The season finale of “Empire,” FOX’s sensational hip-hop/”King Lear” mash-up, drew 17.6 million viewers in its second hour last night, making it the most-watched episode of any network drama since 2009, reports Vulture’s West Coast editor and tireless Nielsen analyst Joe Adalian. And Hulu has scored exclusive streaming rights to “all current and future episodes” of the freshman smash.
The success of “Empire,” along with ABC’s Thursday-night lineup of Shonda Rhimes-produced hits “Grey’s Anatomy,” “Scandal,” and “How to Get Away with Murder,” reminds that broadcast series featuring a diverse array of characters can achieve the status of cultural phenomenon.
In its debut season, “Empire” achieved the unprecedented feat of improving in the ratings each week (no other series since 1991 has managed more than four consecutive weeks of growth), and a more detailed breakdown of last night’s numbers indicates that audiences are indeed voting with their remotes.

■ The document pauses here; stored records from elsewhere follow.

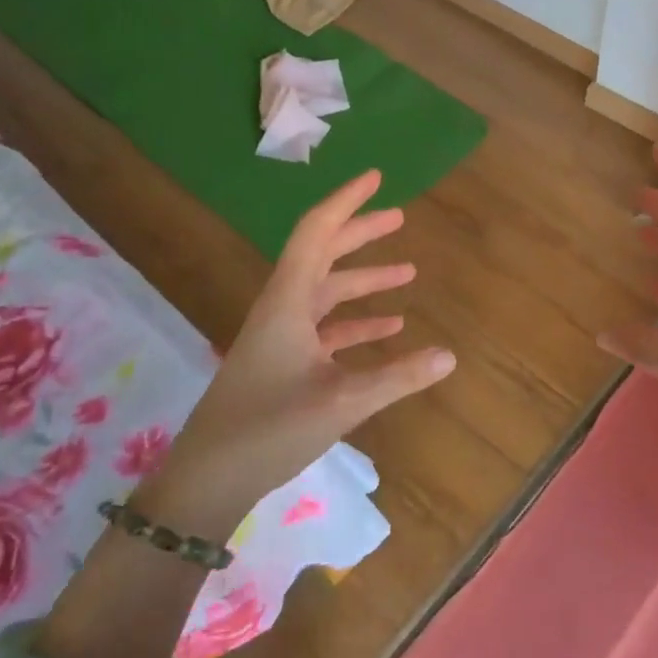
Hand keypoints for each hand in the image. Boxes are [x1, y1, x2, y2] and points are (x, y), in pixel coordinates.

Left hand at [135, 170, 454, 533]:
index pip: (318, 233)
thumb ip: (398, 376)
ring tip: (408, 273)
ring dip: (364, 280)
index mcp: (289, 302)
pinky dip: (356, 322)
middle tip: (400, 216)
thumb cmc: (269, 429)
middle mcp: (283, 308)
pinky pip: (325, 327)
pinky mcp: (283, 362)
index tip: (376, 177)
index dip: (347, 202)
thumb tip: (450, 355)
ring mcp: (281, 336)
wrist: (207, 480)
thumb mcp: (342, 402)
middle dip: (361, 233)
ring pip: (327, 292)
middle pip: (323, 255)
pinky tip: (389, 328)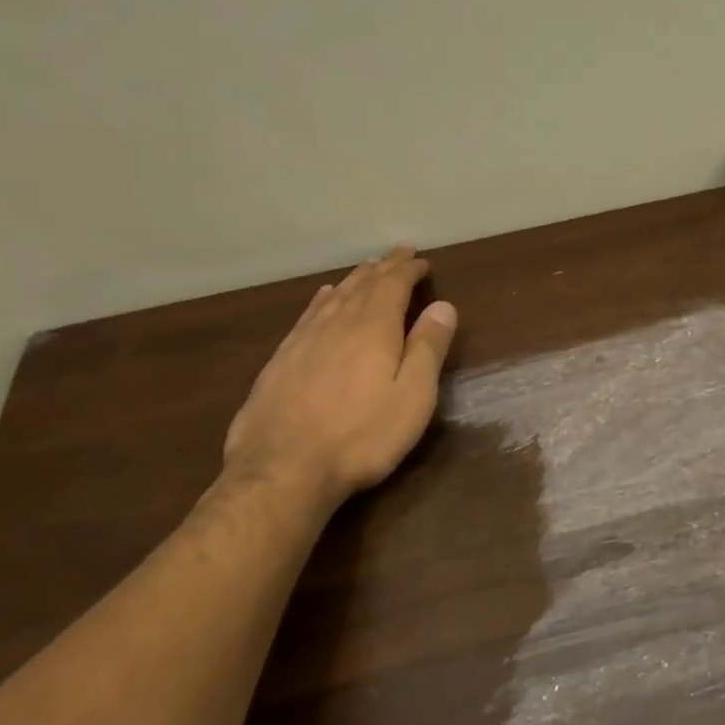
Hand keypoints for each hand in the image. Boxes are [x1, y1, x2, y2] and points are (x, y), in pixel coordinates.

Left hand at [221, 248, 458, 509]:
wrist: (281, 470)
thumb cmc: (360, 436)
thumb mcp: (412, 397)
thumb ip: (427, 349)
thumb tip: (443, 306)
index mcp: (373, 328)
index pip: (394, 285)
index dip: (409, 270)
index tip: (422, 261)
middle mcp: (338, 323)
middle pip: (364, 284)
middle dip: (384, 267)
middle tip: (399, 253)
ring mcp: (304, 339)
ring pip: (335, 296)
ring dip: (356, 279)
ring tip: (368, 268)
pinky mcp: (281, 359)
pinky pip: (309, 314)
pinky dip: (324, 299)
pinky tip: (324, 297)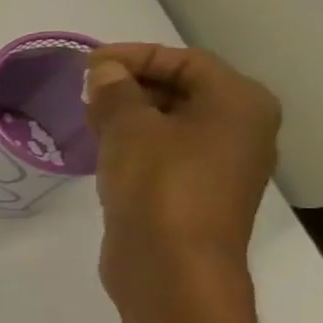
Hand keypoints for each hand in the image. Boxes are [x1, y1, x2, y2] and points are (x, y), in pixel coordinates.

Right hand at [85, 44, 280, 309]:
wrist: (172, 266)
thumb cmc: (159, 186)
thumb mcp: (130, 129)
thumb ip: (115, 92)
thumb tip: (106, 71)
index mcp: (238, 103)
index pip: (184, 61)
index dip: (134, 56)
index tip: (86, 64)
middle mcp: (240, 128)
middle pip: (182, 89)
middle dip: (130, 85)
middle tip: (83, 91)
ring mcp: (219, 164)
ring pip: (171, 123)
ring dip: (129, 115)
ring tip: (86, 118)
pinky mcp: (194, 192)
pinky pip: (165, 153)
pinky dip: (134, 144)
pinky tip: (101, 151)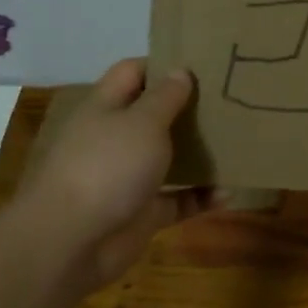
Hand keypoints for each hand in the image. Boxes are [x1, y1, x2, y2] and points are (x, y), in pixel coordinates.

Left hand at [16, 58, 218, 286]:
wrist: (70, 242)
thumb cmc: (107, 167)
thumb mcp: (143, 122)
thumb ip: (166, 97)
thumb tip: (180, 71)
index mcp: (106, 108)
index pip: (132, 73)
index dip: (163, 64)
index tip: (203, 64)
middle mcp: (115, 139)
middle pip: (153, 115)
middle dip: (188, 109)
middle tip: (231, 100)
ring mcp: (127, 178)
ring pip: (168, 158)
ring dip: (199, 153)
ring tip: (238, 142)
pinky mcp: (141, 213)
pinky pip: (178, 200)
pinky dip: (201, 197)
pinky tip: (229, 192)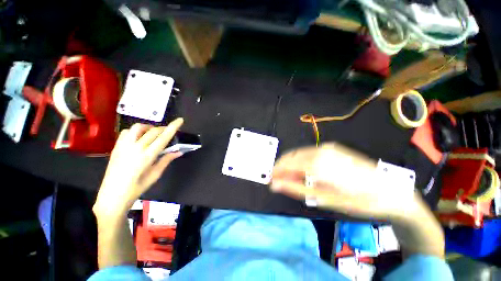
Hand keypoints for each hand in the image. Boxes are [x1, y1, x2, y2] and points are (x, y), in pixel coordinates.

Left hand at [93, 118, 183, 216]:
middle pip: (153, 131)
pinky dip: (136, 131)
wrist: (112, 195)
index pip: (163, 137)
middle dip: (164, 128)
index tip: (180, 120)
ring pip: (138, 127)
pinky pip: (127, 132)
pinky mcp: (116, 147)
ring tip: (153, 134)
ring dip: (149, 127)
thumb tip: (179, 151)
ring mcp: (124, 146)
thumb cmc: (137, 187)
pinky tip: (139, 138)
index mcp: (147, 156)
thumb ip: (166, 160)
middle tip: (169, 132)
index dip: (173, 127)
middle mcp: (135, 148)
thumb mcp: (155, 175)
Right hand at [270, 143, 416, 219]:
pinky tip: (304, 171)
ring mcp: (327, 147)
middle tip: (279, 181)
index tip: (270, 179)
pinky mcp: (332, 148)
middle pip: (291, 156)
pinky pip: (308, 152)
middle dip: (282, 167)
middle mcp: (320, 151)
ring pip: (299, 153)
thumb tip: (275, 184)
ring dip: (291, 164)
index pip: (287, 163)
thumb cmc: (358, 200)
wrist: (391, 191)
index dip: (276, 170)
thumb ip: (296, 188)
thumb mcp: (325, 199)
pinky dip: (301, 161)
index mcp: (318, 164)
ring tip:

Among the lucrative demographic of women 18-34, for instance, the “Empire” finale earned a 7.6 rating and a “stunning” 27 share, per Adalian, who also notes that the top-rated episodes of “Empire” have drawn a larger share of black audiences under 50 than even this year’s Super Bowl telecast.
Creator Lee Daniels’ sexy, salacious melodrama, which follows the Lyon family’s internecine struggle for control of Empire Records, is the best evidence yet to support ABC entertainment president David Lee’s comments, at January’s gathering of the Television Critics Association, that “‘least objectionable television’ is dead,” and the Hulu deal positions FOX to win over new fans during the series’ hiatus.
With the second season already in the works—as Daniels told The Hollywood Reporter, Spike Lee has reached out about directing an episode, and a guest spot for Oprah Winfrey is not out of the question—it appears increasingly likely that FOX will make “Empire” the centerpiece of its fall schedule. Smart move: so far, the obsession with TV’s latest “Dynasty” knows no bounds.